The 2010 World Geothermal Congress took place between April 25-30, 2010, in Bali, Indonesia. It was called the world's biggest geothermal energy conference.

==History==
The World Geothermal Congress is organized every five years by the International Geothermal Association. The previous three conferences took place in Florence, Italy (1995), Beppu-Morioka, Japan (2000) and Antalya, Turkey (2005). The one in 2015 took place in Melbourne. There was none in 2020 due to the start of the COVID-19 pandemic, which had begun in March of that same year.

==Bali Conference==
Attendees from 80 countries were discussing better ways to develop geothermal power as an environmentally friendly energy source which can be harnessed in the future for less cost than it is today.

The Summit was opened by Indonesian president, Susilo Bambang Yudhoyono at Westin Hotel, Nusa Dua, Bali.
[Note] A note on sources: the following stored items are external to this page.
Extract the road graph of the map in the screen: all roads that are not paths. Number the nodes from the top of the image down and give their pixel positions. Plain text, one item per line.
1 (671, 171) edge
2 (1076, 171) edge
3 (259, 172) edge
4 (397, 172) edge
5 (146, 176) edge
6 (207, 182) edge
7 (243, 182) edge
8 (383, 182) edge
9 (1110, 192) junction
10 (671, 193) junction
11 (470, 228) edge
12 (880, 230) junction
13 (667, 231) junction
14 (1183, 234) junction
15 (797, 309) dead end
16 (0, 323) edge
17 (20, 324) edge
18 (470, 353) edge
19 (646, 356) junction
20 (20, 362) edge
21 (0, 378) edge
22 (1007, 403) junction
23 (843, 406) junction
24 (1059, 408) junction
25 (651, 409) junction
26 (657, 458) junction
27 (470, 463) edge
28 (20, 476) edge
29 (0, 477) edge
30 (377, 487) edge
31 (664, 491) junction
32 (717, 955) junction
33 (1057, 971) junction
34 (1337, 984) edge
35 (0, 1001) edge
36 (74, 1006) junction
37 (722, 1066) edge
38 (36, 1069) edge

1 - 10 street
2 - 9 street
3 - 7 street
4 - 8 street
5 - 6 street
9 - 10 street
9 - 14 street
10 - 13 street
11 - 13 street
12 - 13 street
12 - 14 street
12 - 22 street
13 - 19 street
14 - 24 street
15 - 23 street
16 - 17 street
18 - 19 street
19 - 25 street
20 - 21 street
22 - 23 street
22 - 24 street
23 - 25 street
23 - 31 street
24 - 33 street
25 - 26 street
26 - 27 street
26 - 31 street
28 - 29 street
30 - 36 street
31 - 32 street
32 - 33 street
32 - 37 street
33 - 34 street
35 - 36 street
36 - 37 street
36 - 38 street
The opening was marked by the signing of 12 geothermal-related contracts worth in the range of US$5 billion. Among the contracts were agreements between the Indonesian state power firm PT PLN and PT Pertamina Geothermal Energy (PGE) - a geothermal business branch of state oil and gas company PT Pertamina - to develop four geothermal power plants in Sulawesi and Sumatra.

The Congress concluded with over 2,500 participants signing the Bali Declaration "Geothermal Energy to Change the World" during the closing ceremony.